The agency, Southern Investigations, received a tip-off that the then-deputy commissioner was using taxpayers' money to fly a Metropolitan Police aircraft up to Northumberland to see his mistress. There is no suggestion that the tip-off had any foundation in truth.
According to Derek Haslam, a former undercover police officer who infiltrated Southern Investigations for Scotland Yard, the agency wanted to use the sensitive information to "control" Lord Stevens. Mr Haslam said: "I told my handler, 'You'd better tell him they are on to him and they are looking at anything'. They saw filth on police and politicians as a way to control them."
Jonathan Rees, a partner in Southern Investigations, rejected that allegation as "absurd" but confirmed the surveillance took place. In an interview with independentvoices.com, he said: "We were given instructions and an allegation that he was using a Met Police plane from Biggin Hill to see his mistress in Northumbria [sic].
"Now we did organise a surveillance team because it's what the News of the World wanted and we had team in Northumbria and here, but he never showed, so whether the allegation is true or not, who knows? The allegation was that he was using... a Metropolitan Police Federation plane bought by donations from charity... to travel up to [Northumberland] to see his mistress. You can see why people wanted... that story."
Yesterday, a spokesman for Lord Stevens denied that he flew a police aircraft to Northumberland or had a mistress. He added that the former commissioner was unaware he was under surveillance.
Mr Haslam claimed that during his nine years as a "mole" inside Southern Investigations, he told the Yard that the company was committing crimes – often on behalf of the News of the World. In briefings to investigators, he said he told the Met that Southern Investigations was "a corrupt organisation that was corrupting police officers and illegally accessing all sorts of confidential information".
"I told my handlers that MPs, ministers and Home Secretaries were targets," he said. "They fell into two categories: one they could earn money from and the other was to use blackmail, influence, to do their own thing. Anything that put the Met in a bad light, or anybody they could infiltrate or put in a bad light. It was about money and influence."

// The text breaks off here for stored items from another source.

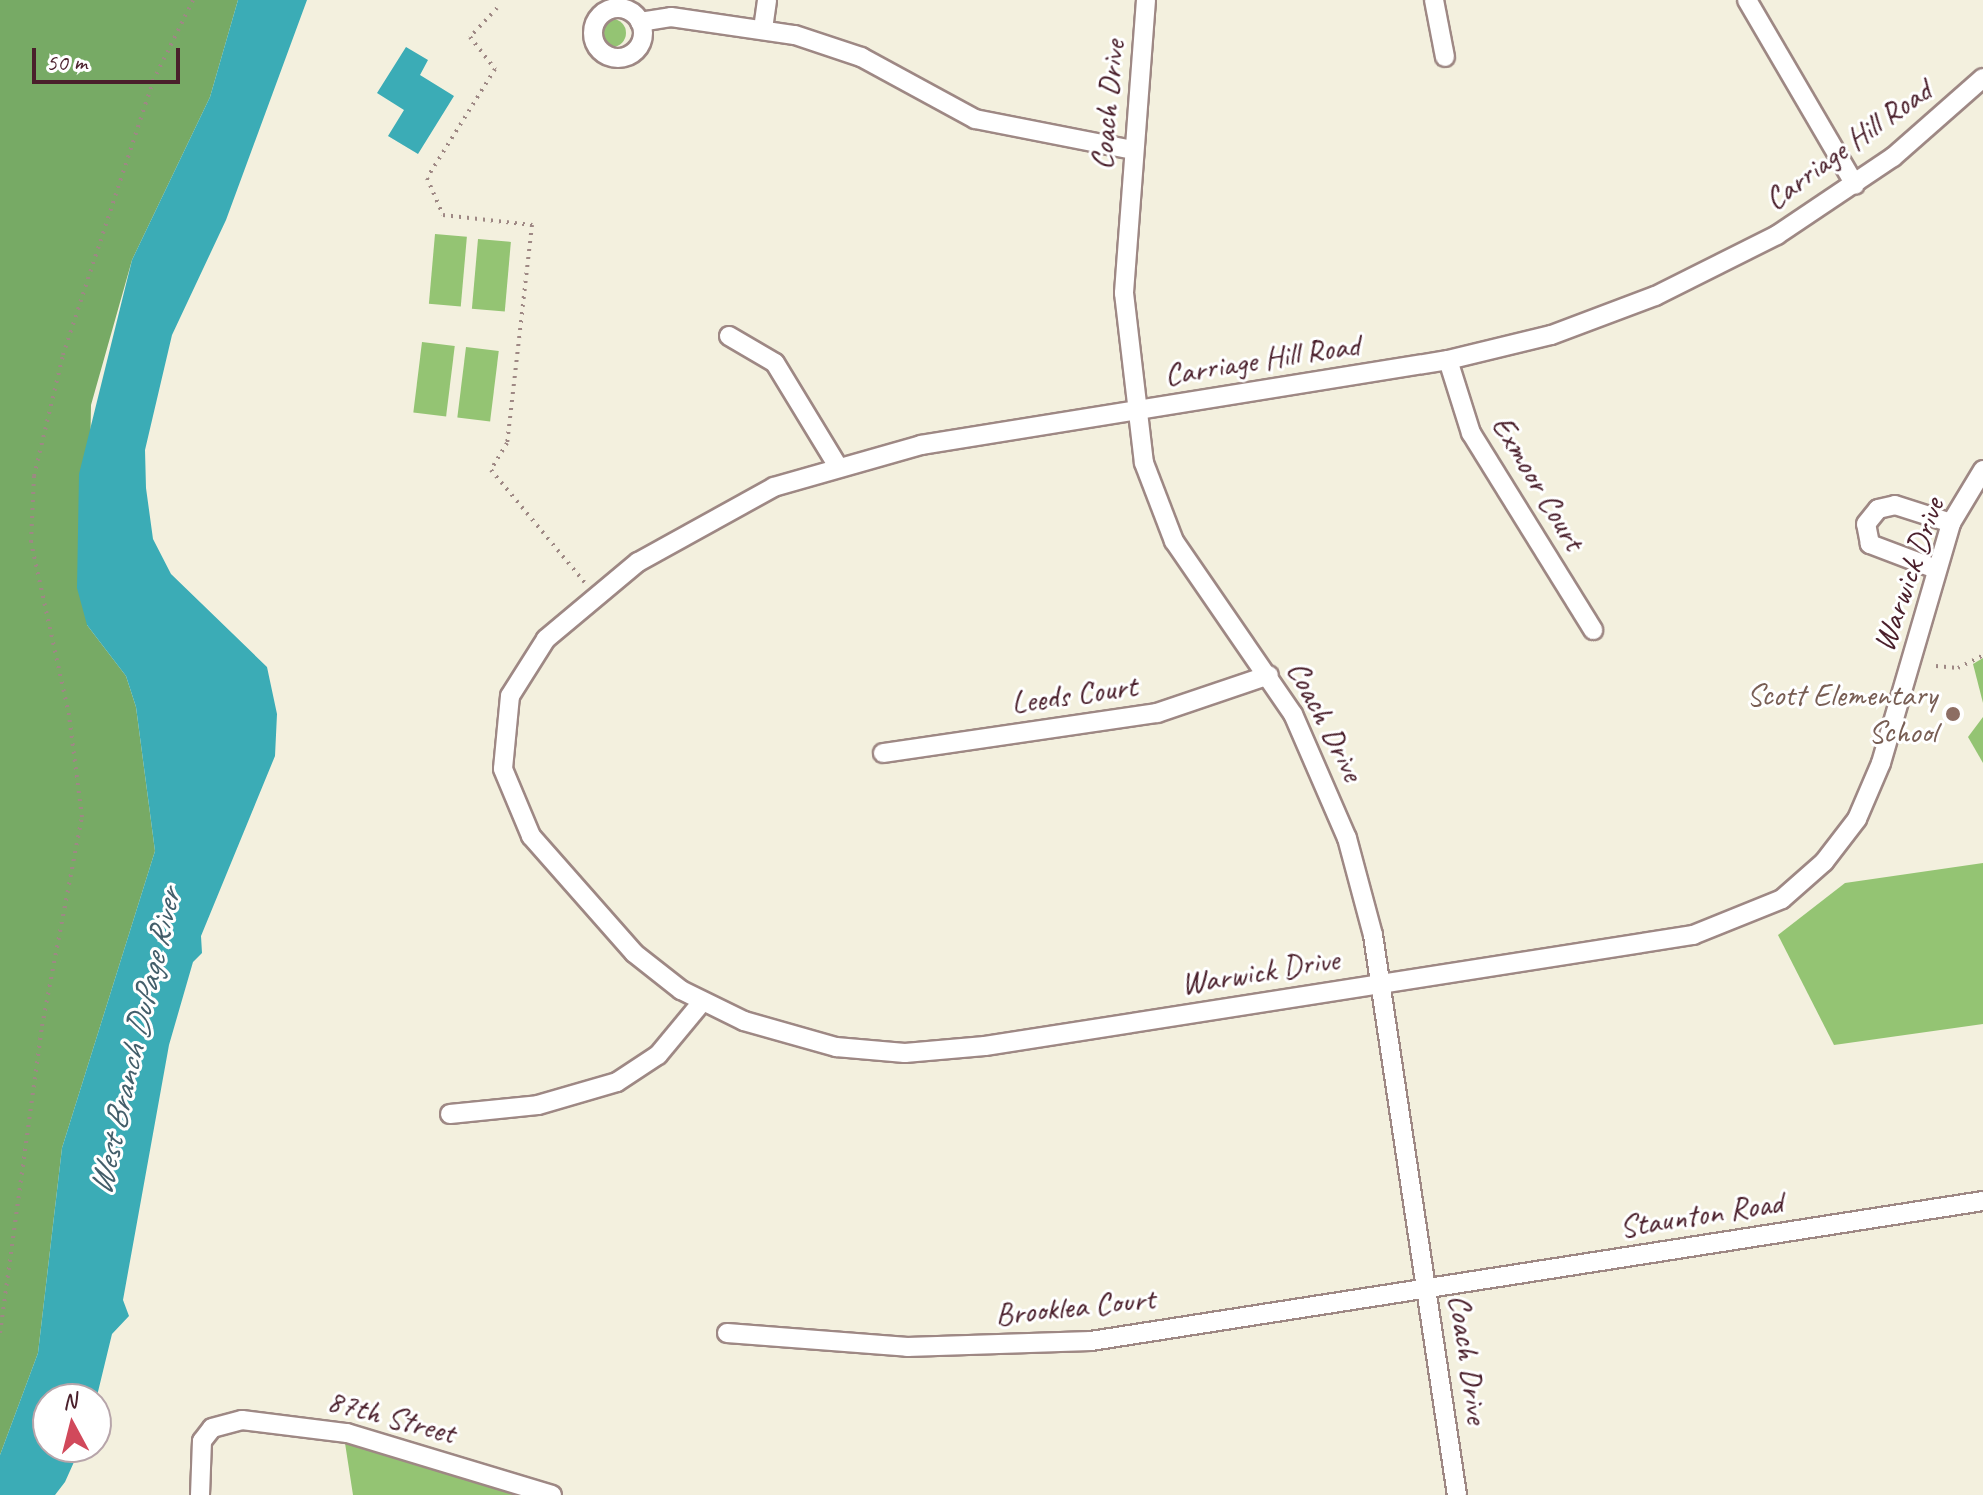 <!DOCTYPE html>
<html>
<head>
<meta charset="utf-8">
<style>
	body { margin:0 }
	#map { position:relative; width:1983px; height:1495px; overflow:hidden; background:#f3f0de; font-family:Caveat,sans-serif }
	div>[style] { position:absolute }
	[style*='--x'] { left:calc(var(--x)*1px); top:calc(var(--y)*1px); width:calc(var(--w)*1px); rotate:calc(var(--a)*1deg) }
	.green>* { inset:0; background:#94c473; transform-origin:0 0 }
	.round { border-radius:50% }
	.forest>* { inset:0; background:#77aa65 }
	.water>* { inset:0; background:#3bacb6 }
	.path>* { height:4px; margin-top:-2px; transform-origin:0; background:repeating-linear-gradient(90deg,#9e8884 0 2px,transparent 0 8px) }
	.roads { filter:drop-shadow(2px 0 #9e8884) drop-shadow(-2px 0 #9e8884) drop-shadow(0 2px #9e8884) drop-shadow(0 -2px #9e8884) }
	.minor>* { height:18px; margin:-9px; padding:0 9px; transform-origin:9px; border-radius:9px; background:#fff }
	.minor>.ring { margin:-9px; padding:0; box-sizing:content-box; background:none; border:18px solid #fff; border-radius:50% }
	.dots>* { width:22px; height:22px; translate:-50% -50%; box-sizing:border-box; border:4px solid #fff; border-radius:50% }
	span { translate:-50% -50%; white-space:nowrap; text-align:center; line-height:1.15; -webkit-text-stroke:6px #fff; paint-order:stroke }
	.street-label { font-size:32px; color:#4a1f2b }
	.education-label { font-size:32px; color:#785e54 }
	.right { translate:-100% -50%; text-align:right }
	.water-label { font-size:34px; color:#435e6a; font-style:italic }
	.north { position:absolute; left:32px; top:1383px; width:80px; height:80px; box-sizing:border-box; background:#fff; border:2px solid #b7a5aa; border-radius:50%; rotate:353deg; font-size:22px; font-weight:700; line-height:32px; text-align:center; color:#4a1f2b }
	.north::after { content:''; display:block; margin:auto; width:28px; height:36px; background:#d1495b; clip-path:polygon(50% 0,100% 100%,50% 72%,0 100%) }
	.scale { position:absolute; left:32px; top:48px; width:148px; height:36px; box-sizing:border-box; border:4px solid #4a1f2b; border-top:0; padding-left:10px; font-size:24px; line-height:28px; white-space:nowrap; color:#4a1f2b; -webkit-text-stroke:6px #fff; paint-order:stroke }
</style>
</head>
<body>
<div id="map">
	<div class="green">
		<i class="round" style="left:598px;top:19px;width:28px;height:28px"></i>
		<i style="left:435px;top:234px;width:32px;height:70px;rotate:5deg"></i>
		<i style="left:478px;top:239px;width:33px;height:70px;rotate:5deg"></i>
		<i style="left:422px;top:342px;width:33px;height:71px;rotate:7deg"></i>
		<i style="left:466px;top:347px;width:33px;height:71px;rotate:7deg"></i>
		<i style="clip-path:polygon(1983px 658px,1983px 703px,1973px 664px)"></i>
		<i style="clip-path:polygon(1983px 717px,1983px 763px,1968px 737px)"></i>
		<i style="clip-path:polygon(1983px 863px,1983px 1024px,1834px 1045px,1778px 935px,1845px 883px)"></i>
		<i style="clip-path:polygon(345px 1443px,410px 1460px,520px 1495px,353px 1495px)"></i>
	</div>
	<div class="forest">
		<i style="clip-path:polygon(0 0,238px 0,210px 97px,132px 260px,91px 405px,87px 625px,126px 676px,136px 707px,155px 851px,62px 1148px,38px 1353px,0 1455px)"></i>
	</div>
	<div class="water">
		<i style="clip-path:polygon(238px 0,307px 0,226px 220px,172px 335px,145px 450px,146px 488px,153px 539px,171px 574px,267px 667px,277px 714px,275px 756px,201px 936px,202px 953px,193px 962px,169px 1045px,123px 1300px,129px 1316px,112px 1334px,96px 1400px,48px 1399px,48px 1447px,78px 1453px,65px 1482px,55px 1495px,0 1495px,0 1455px,38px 1353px,62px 1148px,155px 851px,136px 707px,126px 676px,87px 625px,77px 588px,79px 474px,132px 260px,210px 97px)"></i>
		<i style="clip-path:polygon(406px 47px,428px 60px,420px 75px,454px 96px,418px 154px,388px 136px,404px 110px,377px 93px)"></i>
	</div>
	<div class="path">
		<i style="--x:497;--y:8;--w:40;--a:133"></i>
		<i style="--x:470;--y:37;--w:41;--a:52"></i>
		<i style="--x:495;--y:69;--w:128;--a:122"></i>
		<i style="--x:427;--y:178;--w:40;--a:66.6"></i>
		<i style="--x:443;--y:215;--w:90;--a:6.4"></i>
		<i style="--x:532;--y:225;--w:219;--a:96.5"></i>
		<i style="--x:507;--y:443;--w:31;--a:121"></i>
		<i style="--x:491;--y:470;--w:148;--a:50.2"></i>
		<i style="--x:1936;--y:666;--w:22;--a:5"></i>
		<i style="--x:1958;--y:668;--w:28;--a:-27"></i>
		<i style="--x:0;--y:1333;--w:310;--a:-82.2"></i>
		<i style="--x:42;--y:1026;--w:213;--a:-79.2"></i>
		<i style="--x:82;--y:817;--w:103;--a:-97.3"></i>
		<i style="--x:69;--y:715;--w:177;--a:-102.4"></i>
		<i style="--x:31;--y:542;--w:66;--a:-87.4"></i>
		<i style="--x:34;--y:476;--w:124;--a:-76.5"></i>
		<i style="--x:63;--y:355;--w:288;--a:-71.8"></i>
		<i style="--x:153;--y:81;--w:90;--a:-63.7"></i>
	</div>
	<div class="roads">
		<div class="minor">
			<i style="--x:1146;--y:0;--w:294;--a:94.3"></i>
			<i style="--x:1124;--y:293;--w:171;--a:83.3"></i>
			<i style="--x:1144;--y:463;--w:84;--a:69"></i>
			<i style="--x:1174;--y:541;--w:210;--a:55.5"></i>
			<i style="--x:1293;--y:714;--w:135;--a:66.5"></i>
			<i style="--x:1347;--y:838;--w:100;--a:75"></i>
			<i style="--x:1373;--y:935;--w:566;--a:81.47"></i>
			<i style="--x:1434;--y:0;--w:58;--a:79.1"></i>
			<i style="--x:1747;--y:0;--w:214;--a:59.7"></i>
			<i class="ring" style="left:593px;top:8px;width:32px;height:32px"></i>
			<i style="--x:640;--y:22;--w:31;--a:-9"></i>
			<i style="--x:671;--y:17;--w:125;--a:8.3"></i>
			<i style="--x:795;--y:35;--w:70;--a:18.4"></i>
			<i style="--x:861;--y:57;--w:130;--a:28.5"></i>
			<i style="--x:975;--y:119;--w:161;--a:11.1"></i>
			<i style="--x:763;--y:29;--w:29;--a:-82"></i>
			<i style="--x:1983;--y:78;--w:120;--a:138.7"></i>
			<i style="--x:1893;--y:157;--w:140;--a:146.1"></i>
			<i style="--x:1777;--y:235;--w:136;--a:153.4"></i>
			<i style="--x:1655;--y:296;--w:111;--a:159.4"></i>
			<i style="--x:1551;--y:335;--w:106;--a:166.4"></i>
			<i style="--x:1448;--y:360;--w:534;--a:170.84"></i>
			<i style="--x:921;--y:445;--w:153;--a:164.1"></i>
			<i style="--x:774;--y:487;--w:155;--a:151.1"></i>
			<i style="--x:638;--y:562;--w:120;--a:140.1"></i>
			<i style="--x:546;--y:639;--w:67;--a:122.3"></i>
			<i style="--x:510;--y:696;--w:73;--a:95.5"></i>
			<i style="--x:503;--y:769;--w:73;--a:67.3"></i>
			<i style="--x:531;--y:836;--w:156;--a:48.6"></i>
			<i style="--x:634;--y:953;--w:60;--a:38.2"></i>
			<i style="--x:681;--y:990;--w:70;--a:26.2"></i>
			<i style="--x:744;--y:1021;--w:96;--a:15.8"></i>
			<i style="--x:836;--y:1047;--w:69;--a:5"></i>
			<i style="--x:905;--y:1053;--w:80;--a:-5"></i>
			<i style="--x:985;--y:1046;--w:717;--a:-8.91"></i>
			<i style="--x:1693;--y:935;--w:96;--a:-22"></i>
			<i style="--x:1782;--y:899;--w:56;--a:-41.4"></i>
			<i style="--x:1824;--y:862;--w:54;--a:-52.5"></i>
			<i style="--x:1857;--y:819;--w:61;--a:-66.8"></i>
			<i style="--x:1881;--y:763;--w:250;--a:-73.7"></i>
			<i style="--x:1951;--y:523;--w:62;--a:-58.9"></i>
			<i style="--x:729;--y:336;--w:53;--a:30.4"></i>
			<i style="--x:775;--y:363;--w:119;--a:58.7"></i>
			<i style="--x:1448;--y:360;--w:77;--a:72.5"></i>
			<i style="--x:1471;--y:433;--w:232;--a:58.2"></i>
			<i style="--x:1936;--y:569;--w:71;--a:-159.3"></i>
			<i style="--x:1870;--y:544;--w:20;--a:-101"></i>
			<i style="--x:1866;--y:524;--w:19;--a:-51"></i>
			<i style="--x:1878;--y:509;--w:17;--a:-13"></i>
			<i style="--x:1895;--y:505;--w:59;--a:17.8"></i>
			<i style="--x:883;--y:753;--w:277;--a:-8.3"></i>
			<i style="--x:1157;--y:713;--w:118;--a:-18.7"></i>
			<i style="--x:450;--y:1114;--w:88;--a:-5.8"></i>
			<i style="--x:538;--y:1105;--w:82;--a:-16.2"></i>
			<i style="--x:617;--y:1082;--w:49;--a:-33.4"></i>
			<i style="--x:658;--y:1055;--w:69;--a:-50.3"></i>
			<i style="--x:727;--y:1333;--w:181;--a:4.4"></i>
			<i style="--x:907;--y:1347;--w:184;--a:-1.9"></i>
			<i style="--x:1091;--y:1341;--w:903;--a:-8.92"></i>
			<i style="--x:200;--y:1495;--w:54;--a:-87.9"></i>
			<i style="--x:202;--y:1441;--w:16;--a:-52"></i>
			<i style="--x:212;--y:1428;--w:31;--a:-15"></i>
			<i style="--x:242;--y:1420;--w:106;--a:7.1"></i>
			<i style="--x:347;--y:1433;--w:214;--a:16.8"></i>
		</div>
	</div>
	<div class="dots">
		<i style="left:1953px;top:714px;background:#8d6e63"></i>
	</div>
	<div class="street-label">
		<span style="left:1108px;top:105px;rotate:-84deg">Coach Drive</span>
		<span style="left:1848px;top:145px;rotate:-36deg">Carriage Hill Road</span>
		<span style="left:1262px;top:360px;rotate:-9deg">Carriage Hill Road</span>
		<span style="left:1538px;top:483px;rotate:59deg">Exmoor Court</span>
		<span style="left:1909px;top:575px;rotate:-71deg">Warwick Drive</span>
		<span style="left:1074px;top:695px;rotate:-8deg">Leeds Court</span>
		<span style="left:1325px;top:721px;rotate:63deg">Coach Drive</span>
		<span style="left:1260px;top:972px;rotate:-9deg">Warwick Drive</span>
		<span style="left:1701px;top:1215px;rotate:-9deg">Staunton Road</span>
		<span style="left:1075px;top:1307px;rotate:-6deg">Brooklea Court</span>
		<span style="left:1468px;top:1359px;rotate:82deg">Coach Drive</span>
		<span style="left:391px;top:1417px;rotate:15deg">87th Street</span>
	</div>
	<div class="education-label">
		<span class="right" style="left:1937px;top:714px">Scott Elementary<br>School</span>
	</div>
	<div class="water-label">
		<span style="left:134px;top:1042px;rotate:-77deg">West Branch DuPage River</span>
	</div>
	<div class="north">N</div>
	<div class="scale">50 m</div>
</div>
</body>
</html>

Mr Rees described Mr Haslam's allegations as "nonsense", saying that police wanted to smear Southern Investigations at a time that it was uncovering police corruption on behalf of the press. He said: "Haslam was tasked by senior officers to... come in there and mix with us again and... to find out... what we were doing against CIB3 [the Met's anti-corruption unit]... they knew we were investigating CIB3... it was a force within a force, they were given total autonomy to do whatever they liked... history tells us that when you allow policemen to do that it goes wrong."
Profile: Lord Stevens
Lord Stevens was seen on Fleet Street as an old-fashioned "thief-taker" who would restore confidence in the Met, battered by the Macpherson Report into the death of Stephen Lawrence.
In an attempt to bolster media support, he dined several times with newspaper editors, including the News of the World's Rebekah Brooks. When he left after five years in 2005, confidence in the police was at a 10-year high.
He then wrote a column for the News of the World called The Chief, which was ghost-written by the paper's deputy editor, Neil Wallis. Lord Stevens received £5,000-£7,000 per column.
Until yesterday, it was not known that he had been followed by private detectives on behalf of the paper in 1999.